Sigue la búsqueda de tres personas extraviadas en Ñuble

Por: Felipe Ahumada Fotografía: Víctor Orellana 08:50 PM 2016-08-15

Son tres las personas que han generado mayor preocupación en la Provincia de Ñuble por haberse desaparecido sin dejar rastros ni indicios de su paradero.


Se trata del ex funcionario de Investigaciones, Claudio Muñoz Rodríguez; Luis Humberto Flores, de 59 años; y la menor Javiera Morales Lagos, de 17 años, extraviada en la comuna de Ránquil.


La situación de personas extraviadas suele promediar los 360 casos anuales en la provincia, y en lo que va del año las presuntas desgracias denunciadas en Carabineros ya superan las 160 personas (la mayoría ya encontrada)


Según el catastro de personas extraviadas que maneja el portal nacional de la PDI, son tres los ñublensinos que están desaparecidos hace varios meses.
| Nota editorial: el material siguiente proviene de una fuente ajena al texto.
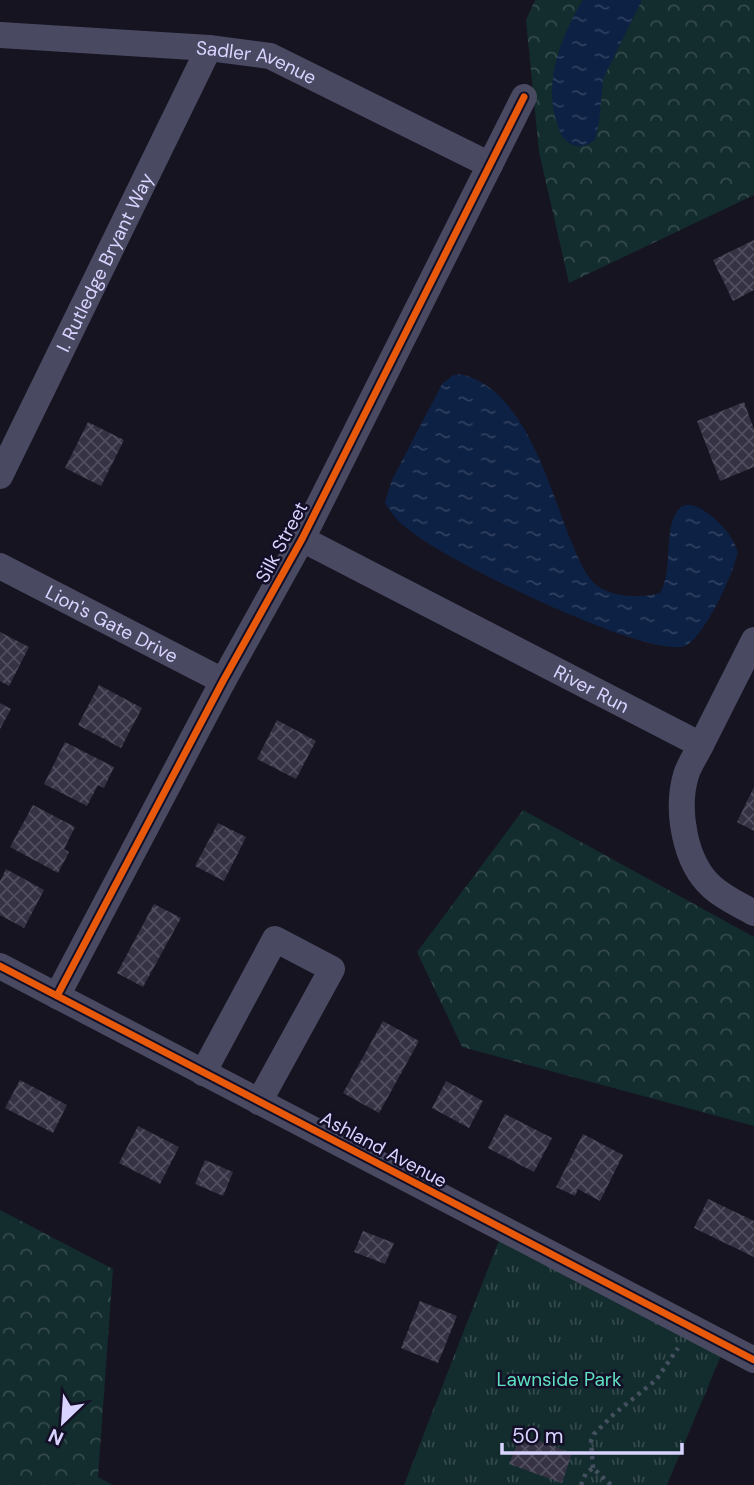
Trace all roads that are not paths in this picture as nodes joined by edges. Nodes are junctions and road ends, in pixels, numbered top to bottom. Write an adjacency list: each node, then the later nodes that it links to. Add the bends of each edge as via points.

El total de casos es, por supuesto, superior, sin embargo en la policía civil explican que “se ingresa a esa plataforma cuando ya hay sospechas fundadas de que se tratan de reales desgracias y no solo de alguien que se desaparece por un tiempo breve”.


El caso más lejano es el del sancarlino Fernando Riquelme Catrileo, visto por última vez un ya lejano 1998. De él solo se publica una foto en blanco y negro, se dice que mide 1.70 y que tiene el pelo corto.


El más emblemático obedece al de la profesora chillaneja Irma Solís Cruces, presuntamente asesinada -de acuerdo a lo informado por la PDI de Magallanes- en mayo de 2015 en la ciudad de Punta Arenas.


Otros casos apuntan al carmelino Pedro Cares Espinoza, de 62 años, quien se extravió en 2013, y el último en ingresar a esta lista fue el vecino del sector de Puente Ñuble, Guillermo Contreras Toledo.


“Él se desapareció en febrero y todavía no lo encontramos”, dice su madre, Guillermina Toledo, para quien su hijo “debe haberse quitado la vida. Dejó una carta, estaba muy afectado por las drogas y el alcohol, pero lo hemos salido a buscar por el bosque para ver si se colgó y la policía lo buscó por todo el río, así que creo que se debió haber ido a lanzar al mar”, comentó.


Una situación aparte es la que vivió la familia del paramédico José Manuel Palacios Cartes, de 57 años, quienes tras buscarlo por varios días en abril pasado, fueron notificados de la aparición de su cuerpo con un impacto balístico en la sien.


Tampoco fue encontrada con vida la profesora Silvana Tassara, quien a sus 59 años se suicidó en el Puente Ñuble aquejada por una severa depresión.


Y un hecho similar, pero con un final mejor, lo vivieron en julio pasado la esposa e hijas de Felipe Arias Jiménez, quien fue visto por última vez el día 16 de ese mes, luego que saliera de casa -según él- a buscar empleo. Y era precisamente esta situación de cesantía la que lo tendría afectado por un cuadro depresivo, pero  tras hacer una campaña por medios de comunicación y redes sociales, “apareció y ahora se encuentra bien, todos nosotros estamos bien”, dijo escuetamente su esposa, Margarita Echeverría.


Sigue la desesperación
Uno de los casos que sigue vigentes es el del ex comisario de Investigaciones Claudio Muñoz Rodríguez, quien enfermo de alzheimer y con 89 años, se perdió en abril sin que su familia sepa nada de su paradero hasta hoy.


Fue su nieta, Loreto Puig, quien confirmó que las búsquedas no han dado resultado. “No hemos sabido  nada aún”, aseveró.


La desesperación también es parte de la familia de Luis Flores Espinoza, quien fue visto por última vez el 4 de agosto en su casa en el sector  de Rucapequén, comuna de Chillán Viejo.


Brisalia Flores, nieta de este agricultor, quien ha encabezado  su búsqueda por Rucapequén, Chillán Viejo y Bulnes, asegura que “él no ha salido del sector, de eso estamos convencidos, porque él nunca dejaría solos a sus perros, ya que son lo que él más quería”.


Finalmente, está el caso de Javiera Morales. Su familia en el sector Manzanal la busca desesperada y en la comuna han entregado afiches con sus antecedentes para dar con su paradero.


Su madre, Gina Lagos, dice que la joven, quien estudia en el liceo Polivalente Virginio Arias, no tenía motivos para estar enojada con ellos y teme que algo malo le suceda. “Acá no tenía ningún motivo para estar enojada, espero que vuelva a casa, estamos muy preocupados, no sé porqué hizo esto. Su pololo, con quien tiene una relación hace más de un año, tampoco sabe nada”, comentó 


El año que marca el récord en personas extraviadas fue el 2013, con 460 casos, y las personas adultas mayores representan el 10% de ellos.